Whenever "road" appears in a line of the entries below, that line counts; give the total only.
═════ Given entries ═════
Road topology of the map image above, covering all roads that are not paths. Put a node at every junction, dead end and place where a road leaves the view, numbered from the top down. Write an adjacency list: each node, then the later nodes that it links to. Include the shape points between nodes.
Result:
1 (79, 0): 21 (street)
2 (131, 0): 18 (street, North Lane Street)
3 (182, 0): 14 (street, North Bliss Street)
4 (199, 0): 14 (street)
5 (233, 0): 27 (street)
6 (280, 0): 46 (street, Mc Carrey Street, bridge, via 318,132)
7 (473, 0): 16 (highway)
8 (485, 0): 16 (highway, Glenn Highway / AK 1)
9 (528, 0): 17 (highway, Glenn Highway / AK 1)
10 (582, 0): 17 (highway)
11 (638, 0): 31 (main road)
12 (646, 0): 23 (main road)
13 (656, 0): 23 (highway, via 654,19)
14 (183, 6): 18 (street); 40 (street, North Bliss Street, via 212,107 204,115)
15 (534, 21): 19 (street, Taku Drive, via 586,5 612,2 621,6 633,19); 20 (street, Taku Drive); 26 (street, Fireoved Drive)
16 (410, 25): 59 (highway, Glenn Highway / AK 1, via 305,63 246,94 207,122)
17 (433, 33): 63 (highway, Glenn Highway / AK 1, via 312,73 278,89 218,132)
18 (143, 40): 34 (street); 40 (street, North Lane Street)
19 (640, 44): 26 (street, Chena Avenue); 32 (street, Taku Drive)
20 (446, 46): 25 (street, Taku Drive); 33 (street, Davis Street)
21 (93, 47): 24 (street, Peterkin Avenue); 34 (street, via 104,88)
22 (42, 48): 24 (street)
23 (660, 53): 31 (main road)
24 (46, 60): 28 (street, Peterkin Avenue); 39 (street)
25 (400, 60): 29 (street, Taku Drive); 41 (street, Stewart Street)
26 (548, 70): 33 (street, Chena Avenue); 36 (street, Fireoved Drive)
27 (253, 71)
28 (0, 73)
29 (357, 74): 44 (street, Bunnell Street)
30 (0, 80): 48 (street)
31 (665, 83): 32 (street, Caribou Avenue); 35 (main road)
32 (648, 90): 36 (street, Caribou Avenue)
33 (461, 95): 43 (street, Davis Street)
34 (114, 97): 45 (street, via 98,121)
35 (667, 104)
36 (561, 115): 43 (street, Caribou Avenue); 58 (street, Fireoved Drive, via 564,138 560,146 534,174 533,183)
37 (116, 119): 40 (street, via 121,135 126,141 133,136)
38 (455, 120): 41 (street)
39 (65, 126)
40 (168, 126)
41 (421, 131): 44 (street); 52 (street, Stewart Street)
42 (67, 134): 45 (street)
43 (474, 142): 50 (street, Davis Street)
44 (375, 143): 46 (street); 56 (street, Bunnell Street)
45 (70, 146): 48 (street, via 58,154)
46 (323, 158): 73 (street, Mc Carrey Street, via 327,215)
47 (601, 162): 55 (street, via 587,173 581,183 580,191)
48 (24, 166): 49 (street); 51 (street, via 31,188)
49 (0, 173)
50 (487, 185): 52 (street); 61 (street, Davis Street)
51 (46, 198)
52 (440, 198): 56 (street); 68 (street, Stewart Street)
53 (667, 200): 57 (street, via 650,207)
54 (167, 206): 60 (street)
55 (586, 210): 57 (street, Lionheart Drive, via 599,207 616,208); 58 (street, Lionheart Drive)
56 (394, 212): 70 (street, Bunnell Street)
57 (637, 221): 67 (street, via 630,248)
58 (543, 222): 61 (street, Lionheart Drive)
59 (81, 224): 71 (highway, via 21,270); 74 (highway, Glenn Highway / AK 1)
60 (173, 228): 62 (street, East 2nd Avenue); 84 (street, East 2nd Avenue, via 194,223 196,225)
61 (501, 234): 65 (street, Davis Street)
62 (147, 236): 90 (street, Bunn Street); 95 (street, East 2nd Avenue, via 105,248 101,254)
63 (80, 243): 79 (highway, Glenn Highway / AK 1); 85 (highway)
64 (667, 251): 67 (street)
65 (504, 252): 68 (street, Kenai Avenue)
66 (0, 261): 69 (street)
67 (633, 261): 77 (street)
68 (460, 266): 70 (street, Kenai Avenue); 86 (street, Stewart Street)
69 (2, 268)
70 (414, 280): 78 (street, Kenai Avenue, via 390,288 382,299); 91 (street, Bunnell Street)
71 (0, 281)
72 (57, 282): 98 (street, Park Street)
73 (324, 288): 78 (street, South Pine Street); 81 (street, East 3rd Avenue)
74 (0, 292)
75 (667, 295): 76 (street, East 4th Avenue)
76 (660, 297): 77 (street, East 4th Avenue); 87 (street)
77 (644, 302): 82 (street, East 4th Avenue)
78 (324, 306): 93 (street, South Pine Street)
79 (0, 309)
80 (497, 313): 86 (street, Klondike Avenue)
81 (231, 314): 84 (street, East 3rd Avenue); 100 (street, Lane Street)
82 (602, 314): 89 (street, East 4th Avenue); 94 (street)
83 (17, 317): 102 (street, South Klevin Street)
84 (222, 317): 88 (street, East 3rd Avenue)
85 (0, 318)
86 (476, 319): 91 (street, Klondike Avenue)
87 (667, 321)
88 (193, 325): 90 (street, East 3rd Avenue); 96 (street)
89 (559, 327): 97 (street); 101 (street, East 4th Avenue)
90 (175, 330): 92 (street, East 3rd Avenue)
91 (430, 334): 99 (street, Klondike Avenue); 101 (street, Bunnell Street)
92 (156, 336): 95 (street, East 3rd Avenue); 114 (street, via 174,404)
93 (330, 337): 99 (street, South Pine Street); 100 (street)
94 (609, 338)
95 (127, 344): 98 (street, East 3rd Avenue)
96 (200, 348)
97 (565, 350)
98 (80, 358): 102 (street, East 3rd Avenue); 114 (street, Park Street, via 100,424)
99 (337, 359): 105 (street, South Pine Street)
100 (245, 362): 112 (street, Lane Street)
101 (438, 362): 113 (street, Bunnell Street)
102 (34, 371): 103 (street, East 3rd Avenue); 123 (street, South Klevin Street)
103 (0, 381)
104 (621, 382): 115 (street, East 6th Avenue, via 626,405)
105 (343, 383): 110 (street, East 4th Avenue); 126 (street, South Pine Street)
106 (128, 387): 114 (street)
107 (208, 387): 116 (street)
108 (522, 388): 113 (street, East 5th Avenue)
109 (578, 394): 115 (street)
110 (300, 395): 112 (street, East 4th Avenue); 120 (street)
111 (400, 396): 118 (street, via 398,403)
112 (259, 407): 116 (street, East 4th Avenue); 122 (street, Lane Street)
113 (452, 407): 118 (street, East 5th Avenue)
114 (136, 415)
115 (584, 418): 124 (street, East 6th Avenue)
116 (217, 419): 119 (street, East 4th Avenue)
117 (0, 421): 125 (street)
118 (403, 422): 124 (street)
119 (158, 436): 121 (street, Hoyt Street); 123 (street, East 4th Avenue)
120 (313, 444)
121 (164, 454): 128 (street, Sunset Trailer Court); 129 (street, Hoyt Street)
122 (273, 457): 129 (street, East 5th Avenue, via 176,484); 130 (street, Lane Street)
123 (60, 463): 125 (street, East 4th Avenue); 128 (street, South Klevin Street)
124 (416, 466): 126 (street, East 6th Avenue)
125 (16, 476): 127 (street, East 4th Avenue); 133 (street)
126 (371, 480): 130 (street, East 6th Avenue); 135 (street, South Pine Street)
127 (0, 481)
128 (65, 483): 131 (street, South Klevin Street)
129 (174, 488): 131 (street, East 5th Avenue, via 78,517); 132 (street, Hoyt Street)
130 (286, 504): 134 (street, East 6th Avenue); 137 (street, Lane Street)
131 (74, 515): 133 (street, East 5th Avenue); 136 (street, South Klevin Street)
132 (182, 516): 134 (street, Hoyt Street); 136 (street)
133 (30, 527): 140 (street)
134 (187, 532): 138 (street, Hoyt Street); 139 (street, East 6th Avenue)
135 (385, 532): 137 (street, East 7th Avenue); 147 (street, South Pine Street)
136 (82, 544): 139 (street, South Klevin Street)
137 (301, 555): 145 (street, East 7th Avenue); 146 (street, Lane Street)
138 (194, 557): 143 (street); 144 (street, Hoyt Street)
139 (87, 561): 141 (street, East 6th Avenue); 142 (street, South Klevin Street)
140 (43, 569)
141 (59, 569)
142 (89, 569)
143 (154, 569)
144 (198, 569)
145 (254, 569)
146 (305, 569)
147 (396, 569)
═════
> Written solution
5